I believe that doing something to limit the number of cpu's allocated based on the cpu_quota and cpu_period is much better than doing nothing. If there are 64 CPUs and the quota&period have been set to use 2 CPU's worth of resource, don't you think it's better to have the VM configure itself based on 2 versus 64? I got feedback from the PaaS folks and they don't want to use cpusets. They much prefer to use quota and period.

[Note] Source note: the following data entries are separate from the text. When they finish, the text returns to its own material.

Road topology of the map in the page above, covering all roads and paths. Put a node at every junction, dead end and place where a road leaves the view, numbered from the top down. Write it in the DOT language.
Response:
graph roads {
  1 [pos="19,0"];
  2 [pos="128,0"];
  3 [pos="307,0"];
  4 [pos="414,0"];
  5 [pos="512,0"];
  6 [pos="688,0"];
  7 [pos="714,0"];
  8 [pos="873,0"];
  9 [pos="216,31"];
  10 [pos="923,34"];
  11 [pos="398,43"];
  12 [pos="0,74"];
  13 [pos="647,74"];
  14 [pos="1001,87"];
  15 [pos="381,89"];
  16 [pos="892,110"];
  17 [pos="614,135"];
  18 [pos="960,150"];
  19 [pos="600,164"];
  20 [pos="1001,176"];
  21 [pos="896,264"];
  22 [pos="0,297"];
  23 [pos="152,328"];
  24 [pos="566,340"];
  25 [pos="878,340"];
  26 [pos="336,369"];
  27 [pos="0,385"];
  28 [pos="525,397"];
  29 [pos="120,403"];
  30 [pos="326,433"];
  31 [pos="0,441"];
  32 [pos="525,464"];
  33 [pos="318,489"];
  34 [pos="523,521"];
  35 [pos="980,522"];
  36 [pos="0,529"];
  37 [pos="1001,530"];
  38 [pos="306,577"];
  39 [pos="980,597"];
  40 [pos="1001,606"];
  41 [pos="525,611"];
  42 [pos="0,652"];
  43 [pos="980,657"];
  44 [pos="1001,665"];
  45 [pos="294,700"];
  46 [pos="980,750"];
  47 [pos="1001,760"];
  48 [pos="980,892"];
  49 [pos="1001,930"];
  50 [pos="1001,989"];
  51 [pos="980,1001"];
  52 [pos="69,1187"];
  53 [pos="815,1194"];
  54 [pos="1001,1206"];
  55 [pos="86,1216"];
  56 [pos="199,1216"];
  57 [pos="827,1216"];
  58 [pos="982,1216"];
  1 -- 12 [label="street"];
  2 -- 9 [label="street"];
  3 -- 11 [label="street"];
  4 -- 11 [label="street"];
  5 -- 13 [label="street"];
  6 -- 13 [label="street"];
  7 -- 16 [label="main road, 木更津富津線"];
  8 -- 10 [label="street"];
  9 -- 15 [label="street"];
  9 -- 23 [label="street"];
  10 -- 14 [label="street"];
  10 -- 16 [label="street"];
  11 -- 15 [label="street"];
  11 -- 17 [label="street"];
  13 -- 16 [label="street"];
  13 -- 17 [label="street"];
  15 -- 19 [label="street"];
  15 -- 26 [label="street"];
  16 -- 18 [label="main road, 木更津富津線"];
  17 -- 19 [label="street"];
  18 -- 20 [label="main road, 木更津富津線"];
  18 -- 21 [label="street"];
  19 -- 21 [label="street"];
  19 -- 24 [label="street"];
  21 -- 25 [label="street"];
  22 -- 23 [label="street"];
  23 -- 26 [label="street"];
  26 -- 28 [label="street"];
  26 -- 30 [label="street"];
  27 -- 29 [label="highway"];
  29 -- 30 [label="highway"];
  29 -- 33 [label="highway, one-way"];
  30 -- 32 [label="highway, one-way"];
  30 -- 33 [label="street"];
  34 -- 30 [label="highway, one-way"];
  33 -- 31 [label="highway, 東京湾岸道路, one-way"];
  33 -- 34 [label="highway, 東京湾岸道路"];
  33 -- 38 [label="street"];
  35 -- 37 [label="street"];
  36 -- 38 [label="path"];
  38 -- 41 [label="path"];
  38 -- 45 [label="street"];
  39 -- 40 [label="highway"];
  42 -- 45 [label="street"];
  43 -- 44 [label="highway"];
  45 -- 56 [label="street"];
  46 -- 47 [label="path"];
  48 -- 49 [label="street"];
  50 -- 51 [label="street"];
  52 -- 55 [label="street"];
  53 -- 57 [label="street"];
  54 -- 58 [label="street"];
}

Reading about the proposed CPU limit support: --- number_of_cpus() = cpu_quota() / cpu_period(). Since it's not currently possible to understand the relative weight of the running container against all other containers, altering the cpu_shares of a running container will have no affect on altering Java's configuration. --- I don't think this is workable. In short CPU quotas/shares/periods can not be effectively used to "size" the number of threads you need to get the right "utilization" of CPU resources. If there are 10 cpus available but you only have a 50% share you effectively get 5 cpus at 100%, but that doesn't translate to needing 5 threads! If you only have 5 threads you can only use 5 cpus, but you will still only get 50% of the time on those 5 cpus - giving the effect of 2.5 cpus. IMHO only cpusets (the actual number of available processors) are relevant to sizing/configuring the VM itself, the libraries and even the application. Information about quotas/shares etc would be needed by application logic if it wanted to reason about its own performance characteristics (throughput, latency etc).

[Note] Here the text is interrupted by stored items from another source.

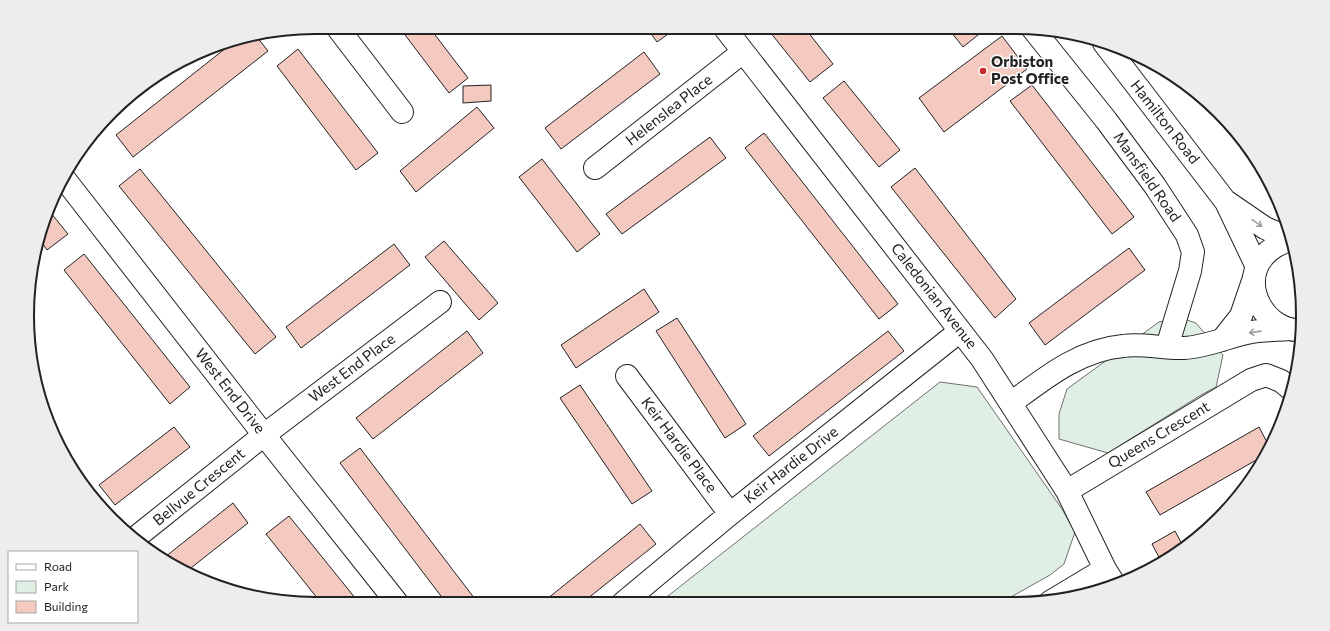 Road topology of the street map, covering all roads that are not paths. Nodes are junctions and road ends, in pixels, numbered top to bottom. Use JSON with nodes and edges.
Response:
{"nodes":[{"id":1,"x":342,"y":34,"type":"edge"},
{"id":2,"x":730,"y":34,"type":"edge"},
{"id":3,"x":1038,"y":35,"type":"edge"},
{"id":4,"x":1110,"y":51,"type":"edge"},
{"id":5,"x":744,"y":52,"type":"junction"},
{"id":6,"x":402,"y":112,"type":"dead end"},
{"id":7,"x":595,"y":168,"type":"dead end"},
{"id":8,"x":68,"y":183,"type":"edge"},
{"id":9,"x":1226,"y":202,"type":"junction"},
{"id":10,"x":1284,"y":236,"type":"edge"},
{"id":11,"x":1286,"y":241,"type":"edge"},
{"id":12,"x":1256,"y":273,"type":"junction"},
{"id":13,"x":440,"y":302,"type":"dead end"},
{"id":14,"x":1295,"y":329,"type":"edge"},
{"id":15,"x":1295,"y":330,"type":"edge"},
{"id":16,"x":960,"y":331,"type":"junction"},
{"id":17,"x":1222,"y":340,"type":"junction"},
{"id":18,"x":1167,"y":347,"type":"junction"},
{"id":19,"x":627,"y":376,"type":"dead end"},
{"id":20,"x":1287,"y":386,"type":"edge"},
{"id":21,"x":1010,"y":403,"type":"junction"},
{"id":22,"x":264,"y":435,"type":"junction"},
{"id":23,"x":1067,"y":491,"type":"junction"},
{"id":24,"x":730,"y":514,"type":"junction"},
{"id":25,"x":139,"y":535,"type":"edge"},
{"id":26,"x":1110,"y":577,"type":"edge"},
{"id":27,"x":1084,"y":588,"type":"edge"},
{"id":28,"x":392,"y":597,"type":"edge"},
{"id":29,"x":630,"y":597,"type":"edge"}],
"edges":[{"from":1,"to":6,"type":"street"},
{"from":2,"to":5,"type":"street","name":"Caledonian Avenue"},
{"from":3,"to":18,"type":"street","name":"Mansfield Road"},
{"from":4,"to":9,"type":"street","name":"Hamilton Road"},
{"from":5,"to":7,"type":"street","name":"Helenslea Place"},
{"from":5,"to":16,"type":"street","name":"Caledonian Avenue"},
{"from":8,"to":22,"type":"street","name":"West End Drive"},
{"from":9,"to":10,"type":"street","name":"Hamilton Road","one_way":true},
{"from":9,"to":12,"type":"street","name":"Hamilton Road"},
{"from":11,"to":12,"type":"street"},
{"from":12,"to":14,"type":"street","name":"Hamilton Road"},
{"from":12,"to":17,"type":"street"},
{"from":13,"to":22,"type":"street","name":"West End Place"},
{"from":15,"to":17,"type":"street","one_way":true},
{"from":16,"to":21,"type":"street","name":"Caledonian Avenue"},
{"from":16,"to":24,"type":"street","name":"Keir Hardie Drive"},
{"from":17,"to":18,"type":"street"},
{"from":18,"to":21,"type":"street"},
{"from":19,"to":24,"type":"street","name":"Keir Hardie Place"},
{"from":20,"to":23,"type":"street","name":"Queens Crescent"},
{"from":21,"to":23,"type":"street","name":"Caledonian Avenue"},
{"from":22,"to":25,"type":"street","name":"Bellvue Crescent"},
{"from":22,"to":28,"type":"street","name":"West End Drive"},
{"from":23,"to":26,"type":"street","name":"Caledonian Avenue"},
{"from":24,"to":29,"type":"street","name":"Keir Hardie Drive"},
{"from":26,"to":27,"type":"street"}]}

Looks reasonable to me, reading through this, I don't see any java launcher implications. Just checking.

Do you think we really need to provide simultaneous platform configuration for both Host and Container. The running Java process only needs to know what it's resource limitations and configuration are. The primary objective of this JEP is to ensure that we have the most accurate information in order to base startup and runtime decisions. In my opinion, it's a bug that the kernel ABI mechanisms, such as sysconf, are providing host based information rather than Container specific content. This could be fixed in the future making these two instances redundant. It's also possible that other operating systems won't have this anomaly. Also, for the Linux cgroups case, the exact same extraction logic works for both hosts and containers as long as cgroups is enabled on the host system. This further reduces the need for two types of statistics. As for the the API, I believe we need both a Java class based API for core libraries and applications to use but we also need to have a low level C++ interface for the VM to use at startup. Decisions such as the number of compiler and GC threads are made long before any Java byte codes can be executed. Since all of this information is operating system specific, my suggested list of functions was based on the os.hpp interface in the VM. I used it's naming convention. I was suggesting to provide an API layering jdk.internal.VM -> JVM_Functions -> os.hpp interface. I agree that jdk.internal.VM is not the best package and like your jdk.internal.Platform suggestion. Today, the number of available processors is exposed in java.lang.Runtime::availableProcessors -> JVM_AvailableProcessors -> os::active_processor_count(). I was attempting to be consistent with the current implementation.